▶ [How to complete this task]:
Print every line of the listing below, starting with the line that holds "w h .min e 2" and going on through the line that holds "4 setmiterlimit", both included, and print nothing else.

***

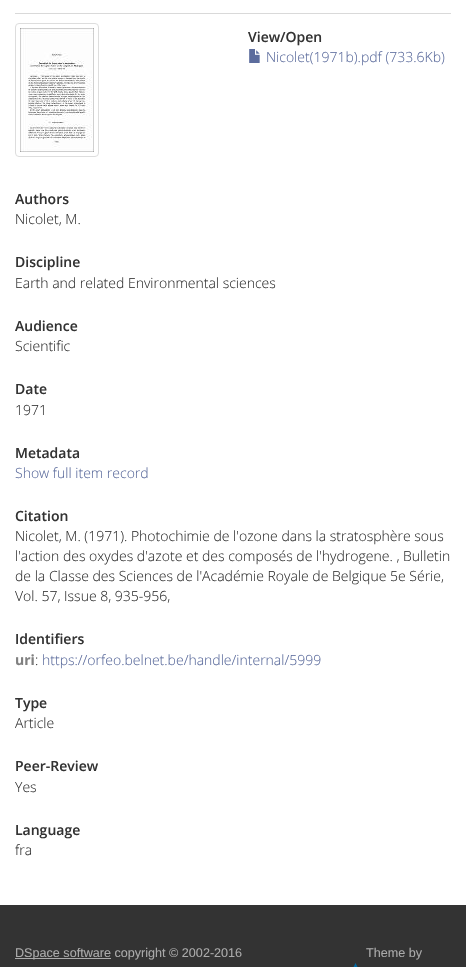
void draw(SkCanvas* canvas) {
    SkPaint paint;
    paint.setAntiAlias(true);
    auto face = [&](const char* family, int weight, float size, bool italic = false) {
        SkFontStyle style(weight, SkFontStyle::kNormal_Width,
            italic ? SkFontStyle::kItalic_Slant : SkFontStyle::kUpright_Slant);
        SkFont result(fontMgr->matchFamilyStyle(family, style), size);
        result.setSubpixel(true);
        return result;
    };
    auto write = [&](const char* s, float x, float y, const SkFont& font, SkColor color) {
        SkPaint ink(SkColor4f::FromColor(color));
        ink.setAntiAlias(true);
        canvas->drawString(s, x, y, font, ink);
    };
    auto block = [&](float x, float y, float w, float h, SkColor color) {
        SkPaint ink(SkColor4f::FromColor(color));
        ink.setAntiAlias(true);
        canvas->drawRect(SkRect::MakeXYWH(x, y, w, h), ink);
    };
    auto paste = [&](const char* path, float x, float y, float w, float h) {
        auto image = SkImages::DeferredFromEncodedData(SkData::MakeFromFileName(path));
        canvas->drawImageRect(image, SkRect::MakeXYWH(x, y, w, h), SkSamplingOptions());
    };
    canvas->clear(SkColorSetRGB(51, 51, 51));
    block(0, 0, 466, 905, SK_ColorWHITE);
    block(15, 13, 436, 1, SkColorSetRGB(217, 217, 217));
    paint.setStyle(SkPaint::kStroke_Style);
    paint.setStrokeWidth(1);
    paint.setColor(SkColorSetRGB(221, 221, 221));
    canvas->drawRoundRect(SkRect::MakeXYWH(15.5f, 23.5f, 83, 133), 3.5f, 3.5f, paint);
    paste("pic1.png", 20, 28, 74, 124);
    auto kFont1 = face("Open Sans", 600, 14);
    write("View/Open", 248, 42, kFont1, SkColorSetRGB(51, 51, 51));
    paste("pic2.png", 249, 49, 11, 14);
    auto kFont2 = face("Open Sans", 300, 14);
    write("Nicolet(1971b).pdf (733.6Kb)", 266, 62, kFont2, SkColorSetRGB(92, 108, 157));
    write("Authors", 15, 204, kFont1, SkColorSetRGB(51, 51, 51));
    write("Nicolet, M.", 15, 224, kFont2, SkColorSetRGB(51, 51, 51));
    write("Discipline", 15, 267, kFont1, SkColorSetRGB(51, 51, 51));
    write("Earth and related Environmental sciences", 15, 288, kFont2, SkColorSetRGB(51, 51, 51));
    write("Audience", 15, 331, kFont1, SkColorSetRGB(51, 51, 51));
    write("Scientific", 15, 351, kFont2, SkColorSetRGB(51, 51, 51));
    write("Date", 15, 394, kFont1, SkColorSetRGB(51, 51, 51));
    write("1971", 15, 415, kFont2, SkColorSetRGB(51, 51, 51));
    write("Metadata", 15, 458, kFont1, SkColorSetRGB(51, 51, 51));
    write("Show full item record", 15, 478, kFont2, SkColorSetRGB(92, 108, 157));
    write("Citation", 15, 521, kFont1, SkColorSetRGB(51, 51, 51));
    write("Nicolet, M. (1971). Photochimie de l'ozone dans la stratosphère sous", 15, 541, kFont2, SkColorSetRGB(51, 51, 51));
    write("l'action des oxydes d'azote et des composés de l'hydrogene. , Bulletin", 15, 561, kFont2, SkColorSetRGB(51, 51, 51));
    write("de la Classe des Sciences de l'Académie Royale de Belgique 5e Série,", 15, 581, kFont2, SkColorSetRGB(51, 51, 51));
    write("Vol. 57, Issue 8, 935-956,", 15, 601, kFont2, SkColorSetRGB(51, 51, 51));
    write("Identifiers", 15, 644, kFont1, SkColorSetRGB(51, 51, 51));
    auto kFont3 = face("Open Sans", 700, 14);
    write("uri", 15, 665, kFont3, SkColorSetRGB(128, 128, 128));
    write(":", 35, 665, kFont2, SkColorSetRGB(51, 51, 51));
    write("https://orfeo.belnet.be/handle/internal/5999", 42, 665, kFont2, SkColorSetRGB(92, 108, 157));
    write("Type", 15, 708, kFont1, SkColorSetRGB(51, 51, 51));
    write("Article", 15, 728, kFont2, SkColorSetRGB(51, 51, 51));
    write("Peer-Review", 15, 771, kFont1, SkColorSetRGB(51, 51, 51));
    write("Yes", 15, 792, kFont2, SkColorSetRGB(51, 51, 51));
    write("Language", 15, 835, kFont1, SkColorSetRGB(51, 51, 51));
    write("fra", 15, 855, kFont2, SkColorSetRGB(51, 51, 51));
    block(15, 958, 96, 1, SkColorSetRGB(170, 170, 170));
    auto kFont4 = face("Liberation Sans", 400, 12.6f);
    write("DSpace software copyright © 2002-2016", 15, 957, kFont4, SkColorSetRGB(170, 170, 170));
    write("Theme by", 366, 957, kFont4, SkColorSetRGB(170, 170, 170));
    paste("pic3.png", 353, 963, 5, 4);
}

***

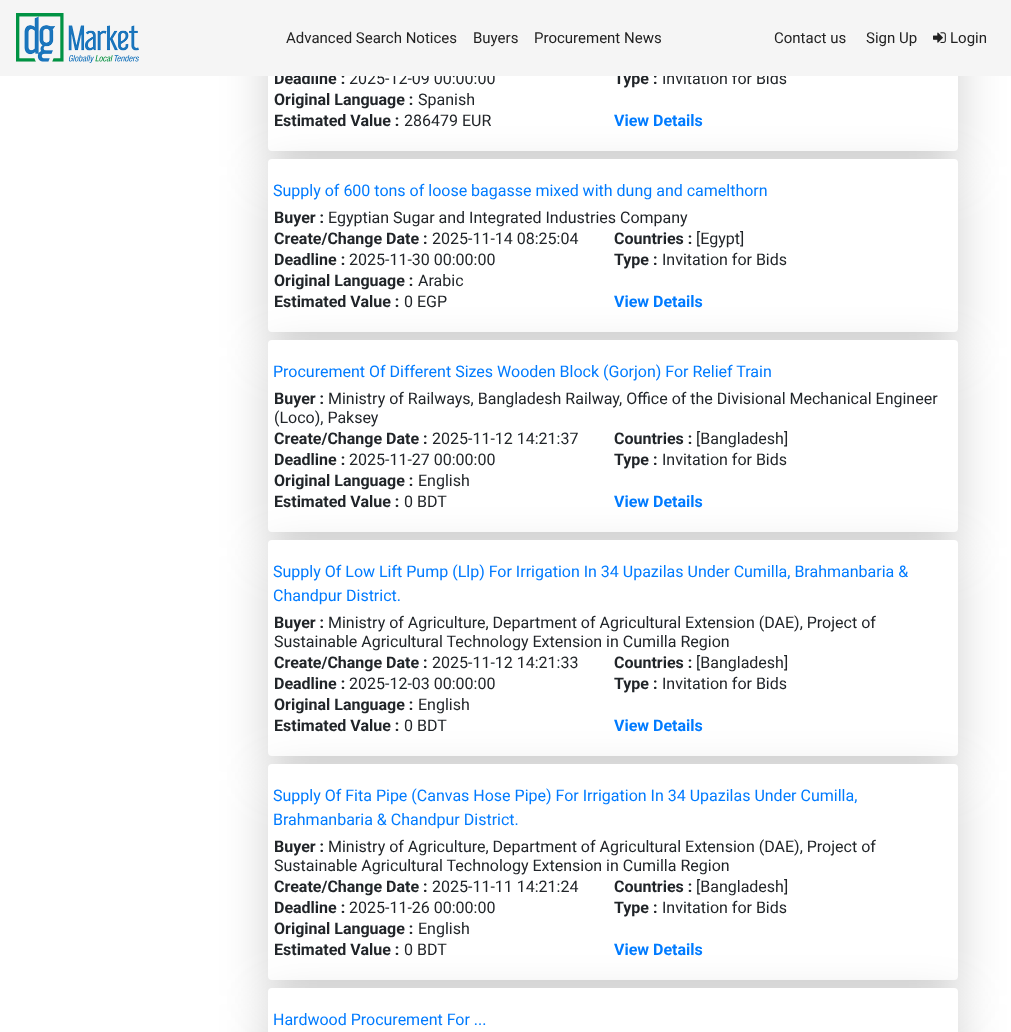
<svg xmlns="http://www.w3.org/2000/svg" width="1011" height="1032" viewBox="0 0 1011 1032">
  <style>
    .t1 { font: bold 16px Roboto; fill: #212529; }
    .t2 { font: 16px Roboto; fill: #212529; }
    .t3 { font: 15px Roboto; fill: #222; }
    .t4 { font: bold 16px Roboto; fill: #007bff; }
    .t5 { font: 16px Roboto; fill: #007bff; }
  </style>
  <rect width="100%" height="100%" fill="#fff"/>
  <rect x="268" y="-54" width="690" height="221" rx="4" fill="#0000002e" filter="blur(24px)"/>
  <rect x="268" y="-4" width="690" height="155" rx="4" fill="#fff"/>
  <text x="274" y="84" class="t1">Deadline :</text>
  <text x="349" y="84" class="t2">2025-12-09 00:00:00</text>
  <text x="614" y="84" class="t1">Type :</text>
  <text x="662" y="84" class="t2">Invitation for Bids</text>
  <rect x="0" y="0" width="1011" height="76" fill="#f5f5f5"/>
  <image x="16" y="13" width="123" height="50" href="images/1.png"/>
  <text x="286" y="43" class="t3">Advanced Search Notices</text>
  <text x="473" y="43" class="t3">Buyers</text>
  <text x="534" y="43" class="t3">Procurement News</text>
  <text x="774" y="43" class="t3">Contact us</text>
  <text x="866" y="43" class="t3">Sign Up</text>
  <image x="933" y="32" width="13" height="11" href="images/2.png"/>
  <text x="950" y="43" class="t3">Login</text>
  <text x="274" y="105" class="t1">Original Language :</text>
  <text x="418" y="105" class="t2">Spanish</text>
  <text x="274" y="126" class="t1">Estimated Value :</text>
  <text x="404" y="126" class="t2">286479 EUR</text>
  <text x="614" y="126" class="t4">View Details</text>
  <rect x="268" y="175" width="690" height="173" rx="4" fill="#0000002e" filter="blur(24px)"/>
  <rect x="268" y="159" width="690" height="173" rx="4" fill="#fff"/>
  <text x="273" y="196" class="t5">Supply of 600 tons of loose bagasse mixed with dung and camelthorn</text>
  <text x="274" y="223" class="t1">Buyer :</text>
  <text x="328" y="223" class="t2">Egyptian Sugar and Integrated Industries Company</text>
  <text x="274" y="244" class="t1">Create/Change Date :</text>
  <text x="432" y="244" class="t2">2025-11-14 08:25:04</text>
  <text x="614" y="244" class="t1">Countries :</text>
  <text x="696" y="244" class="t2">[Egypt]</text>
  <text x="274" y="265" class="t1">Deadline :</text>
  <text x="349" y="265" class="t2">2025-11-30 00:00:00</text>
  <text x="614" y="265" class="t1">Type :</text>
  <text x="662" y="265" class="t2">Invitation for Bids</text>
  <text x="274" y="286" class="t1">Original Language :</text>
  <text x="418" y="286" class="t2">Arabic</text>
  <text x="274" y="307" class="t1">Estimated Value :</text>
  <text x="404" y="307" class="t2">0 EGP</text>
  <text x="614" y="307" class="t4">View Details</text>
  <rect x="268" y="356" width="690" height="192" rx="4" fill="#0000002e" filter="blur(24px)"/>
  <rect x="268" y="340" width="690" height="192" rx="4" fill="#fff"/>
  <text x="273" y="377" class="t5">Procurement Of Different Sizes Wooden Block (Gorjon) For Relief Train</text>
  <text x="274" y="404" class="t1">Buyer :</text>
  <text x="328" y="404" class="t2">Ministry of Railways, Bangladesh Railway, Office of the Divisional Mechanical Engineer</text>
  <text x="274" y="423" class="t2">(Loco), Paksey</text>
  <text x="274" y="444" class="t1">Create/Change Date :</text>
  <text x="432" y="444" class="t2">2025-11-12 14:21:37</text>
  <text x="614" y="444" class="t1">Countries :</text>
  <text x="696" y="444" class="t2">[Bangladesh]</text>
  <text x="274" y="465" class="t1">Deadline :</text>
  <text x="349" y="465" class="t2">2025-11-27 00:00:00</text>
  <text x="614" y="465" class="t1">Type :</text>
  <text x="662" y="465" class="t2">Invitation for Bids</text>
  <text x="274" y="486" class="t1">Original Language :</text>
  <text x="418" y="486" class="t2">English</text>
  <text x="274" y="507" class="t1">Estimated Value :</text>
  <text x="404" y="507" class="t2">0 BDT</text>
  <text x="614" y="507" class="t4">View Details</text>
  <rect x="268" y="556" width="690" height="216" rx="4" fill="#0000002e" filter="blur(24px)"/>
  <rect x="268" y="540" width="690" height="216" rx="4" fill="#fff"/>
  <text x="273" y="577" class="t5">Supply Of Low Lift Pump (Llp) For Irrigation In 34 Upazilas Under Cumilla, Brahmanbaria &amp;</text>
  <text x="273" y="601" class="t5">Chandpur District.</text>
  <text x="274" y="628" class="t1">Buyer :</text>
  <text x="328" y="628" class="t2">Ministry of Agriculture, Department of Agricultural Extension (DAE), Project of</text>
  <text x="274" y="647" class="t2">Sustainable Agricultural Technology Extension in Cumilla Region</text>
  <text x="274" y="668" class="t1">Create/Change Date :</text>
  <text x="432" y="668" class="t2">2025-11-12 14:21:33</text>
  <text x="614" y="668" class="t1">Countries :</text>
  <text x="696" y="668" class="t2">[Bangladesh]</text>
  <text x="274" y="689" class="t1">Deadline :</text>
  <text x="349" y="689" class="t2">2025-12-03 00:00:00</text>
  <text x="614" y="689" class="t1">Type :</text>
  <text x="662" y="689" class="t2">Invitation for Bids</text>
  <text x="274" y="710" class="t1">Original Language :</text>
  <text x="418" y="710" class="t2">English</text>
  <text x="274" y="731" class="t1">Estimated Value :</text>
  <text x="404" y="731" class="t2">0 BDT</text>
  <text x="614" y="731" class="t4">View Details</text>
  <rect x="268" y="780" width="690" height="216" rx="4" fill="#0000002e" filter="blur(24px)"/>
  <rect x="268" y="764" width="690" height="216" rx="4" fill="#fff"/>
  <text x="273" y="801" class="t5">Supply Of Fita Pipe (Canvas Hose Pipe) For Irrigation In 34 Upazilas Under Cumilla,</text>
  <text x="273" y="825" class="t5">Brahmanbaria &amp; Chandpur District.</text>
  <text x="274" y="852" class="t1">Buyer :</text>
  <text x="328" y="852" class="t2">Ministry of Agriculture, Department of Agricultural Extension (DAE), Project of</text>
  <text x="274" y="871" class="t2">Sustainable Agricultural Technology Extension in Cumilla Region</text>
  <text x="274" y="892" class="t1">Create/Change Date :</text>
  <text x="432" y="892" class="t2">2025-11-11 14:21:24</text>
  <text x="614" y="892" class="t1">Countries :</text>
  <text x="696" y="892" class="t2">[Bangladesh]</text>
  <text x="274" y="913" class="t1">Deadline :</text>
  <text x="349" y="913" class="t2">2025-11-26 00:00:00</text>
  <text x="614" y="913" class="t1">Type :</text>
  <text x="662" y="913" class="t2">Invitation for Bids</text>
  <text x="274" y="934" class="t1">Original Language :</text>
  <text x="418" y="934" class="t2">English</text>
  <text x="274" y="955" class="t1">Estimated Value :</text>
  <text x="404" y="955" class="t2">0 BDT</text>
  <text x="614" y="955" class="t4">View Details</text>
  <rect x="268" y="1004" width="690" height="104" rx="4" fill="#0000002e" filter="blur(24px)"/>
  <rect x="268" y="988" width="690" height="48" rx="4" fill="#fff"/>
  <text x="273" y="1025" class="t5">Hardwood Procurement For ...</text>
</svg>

***

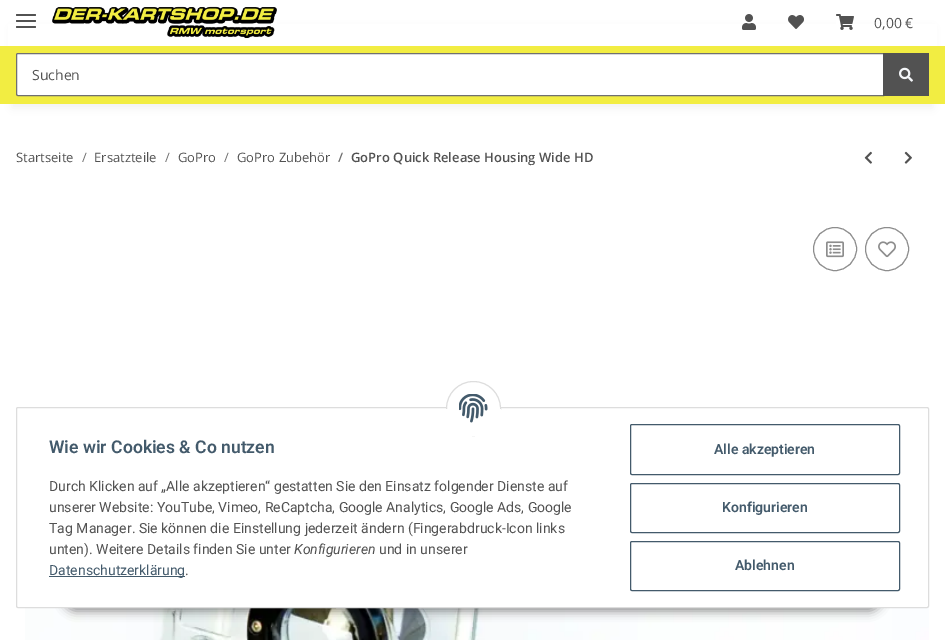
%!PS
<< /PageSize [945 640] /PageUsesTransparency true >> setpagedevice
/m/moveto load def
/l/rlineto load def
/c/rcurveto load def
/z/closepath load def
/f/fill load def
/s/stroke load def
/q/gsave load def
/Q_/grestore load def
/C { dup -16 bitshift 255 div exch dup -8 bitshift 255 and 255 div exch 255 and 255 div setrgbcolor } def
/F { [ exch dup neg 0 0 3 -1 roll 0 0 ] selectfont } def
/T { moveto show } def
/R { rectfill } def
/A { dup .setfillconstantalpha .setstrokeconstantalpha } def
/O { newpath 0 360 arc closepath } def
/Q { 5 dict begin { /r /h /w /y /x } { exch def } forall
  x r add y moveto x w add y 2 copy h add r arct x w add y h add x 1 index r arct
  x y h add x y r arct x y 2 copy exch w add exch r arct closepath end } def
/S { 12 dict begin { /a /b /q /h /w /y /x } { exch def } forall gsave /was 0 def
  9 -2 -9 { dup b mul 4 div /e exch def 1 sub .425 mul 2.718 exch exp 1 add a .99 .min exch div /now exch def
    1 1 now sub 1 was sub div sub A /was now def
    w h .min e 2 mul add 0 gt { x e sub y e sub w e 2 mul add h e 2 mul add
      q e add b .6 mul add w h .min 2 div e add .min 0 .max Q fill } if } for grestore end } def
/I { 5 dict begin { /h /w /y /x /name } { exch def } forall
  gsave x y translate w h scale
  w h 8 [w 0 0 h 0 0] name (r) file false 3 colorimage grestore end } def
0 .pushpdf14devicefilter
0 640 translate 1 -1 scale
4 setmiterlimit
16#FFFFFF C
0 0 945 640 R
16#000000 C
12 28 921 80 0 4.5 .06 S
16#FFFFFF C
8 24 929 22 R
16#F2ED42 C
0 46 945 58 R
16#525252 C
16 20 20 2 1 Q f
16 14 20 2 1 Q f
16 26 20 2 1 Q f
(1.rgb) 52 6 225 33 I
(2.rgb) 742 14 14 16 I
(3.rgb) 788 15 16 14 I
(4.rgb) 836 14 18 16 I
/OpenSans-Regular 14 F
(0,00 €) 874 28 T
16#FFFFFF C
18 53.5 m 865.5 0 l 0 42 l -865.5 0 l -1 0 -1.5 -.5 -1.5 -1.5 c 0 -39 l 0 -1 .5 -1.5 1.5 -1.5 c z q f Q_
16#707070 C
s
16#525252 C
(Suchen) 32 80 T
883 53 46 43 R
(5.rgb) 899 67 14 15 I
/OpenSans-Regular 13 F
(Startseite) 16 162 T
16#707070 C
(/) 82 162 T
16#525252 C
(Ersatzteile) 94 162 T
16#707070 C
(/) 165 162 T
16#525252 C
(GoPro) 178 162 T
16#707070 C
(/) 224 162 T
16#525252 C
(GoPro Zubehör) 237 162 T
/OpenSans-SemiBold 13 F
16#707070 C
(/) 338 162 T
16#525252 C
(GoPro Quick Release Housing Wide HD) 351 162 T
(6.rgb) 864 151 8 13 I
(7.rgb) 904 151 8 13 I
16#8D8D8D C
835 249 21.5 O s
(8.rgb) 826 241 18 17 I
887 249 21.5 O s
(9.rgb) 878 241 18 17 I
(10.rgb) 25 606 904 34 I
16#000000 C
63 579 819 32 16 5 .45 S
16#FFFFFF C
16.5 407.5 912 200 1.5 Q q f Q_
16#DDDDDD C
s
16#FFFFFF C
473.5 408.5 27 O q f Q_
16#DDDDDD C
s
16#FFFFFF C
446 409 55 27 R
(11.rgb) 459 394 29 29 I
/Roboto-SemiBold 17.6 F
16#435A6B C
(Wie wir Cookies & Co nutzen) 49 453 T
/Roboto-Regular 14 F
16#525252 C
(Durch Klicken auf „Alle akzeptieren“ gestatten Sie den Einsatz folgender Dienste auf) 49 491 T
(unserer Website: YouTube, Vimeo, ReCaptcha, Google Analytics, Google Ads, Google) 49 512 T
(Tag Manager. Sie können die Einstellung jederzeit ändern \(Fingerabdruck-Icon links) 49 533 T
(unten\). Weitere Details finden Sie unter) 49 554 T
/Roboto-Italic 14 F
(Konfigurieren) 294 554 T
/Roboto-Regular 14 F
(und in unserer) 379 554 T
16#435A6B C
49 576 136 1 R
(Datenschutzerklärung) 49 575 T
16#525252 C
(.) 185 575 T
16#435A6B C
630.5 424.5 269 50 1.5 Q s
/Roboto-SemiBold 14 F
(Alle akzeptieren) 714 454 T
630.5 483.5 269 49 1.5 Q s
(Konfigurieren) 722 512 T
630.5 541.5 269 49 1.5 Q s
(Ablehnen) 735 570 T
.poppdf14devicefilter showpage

***

▶ [Task result]:
    w h .min e 2 mul add 0 gt { x e sub y e sub w e 2 mul add h e 2 mul add
      q e add b .6 mul add w h .min 2 div e add .min 0 .max Q fill } if } for grestore end } def
/I { 5 dict begin { /h /w /y /x /name } { exch def } forall
  gsave x y translate w h scale
  w h 8 [w 0 0 h 0 0] name (r) file false 3 colorimage grestore end } def
0 .pushpdf14devicefilter
0 640 translate 1 -1 scale
4 setmiterlimit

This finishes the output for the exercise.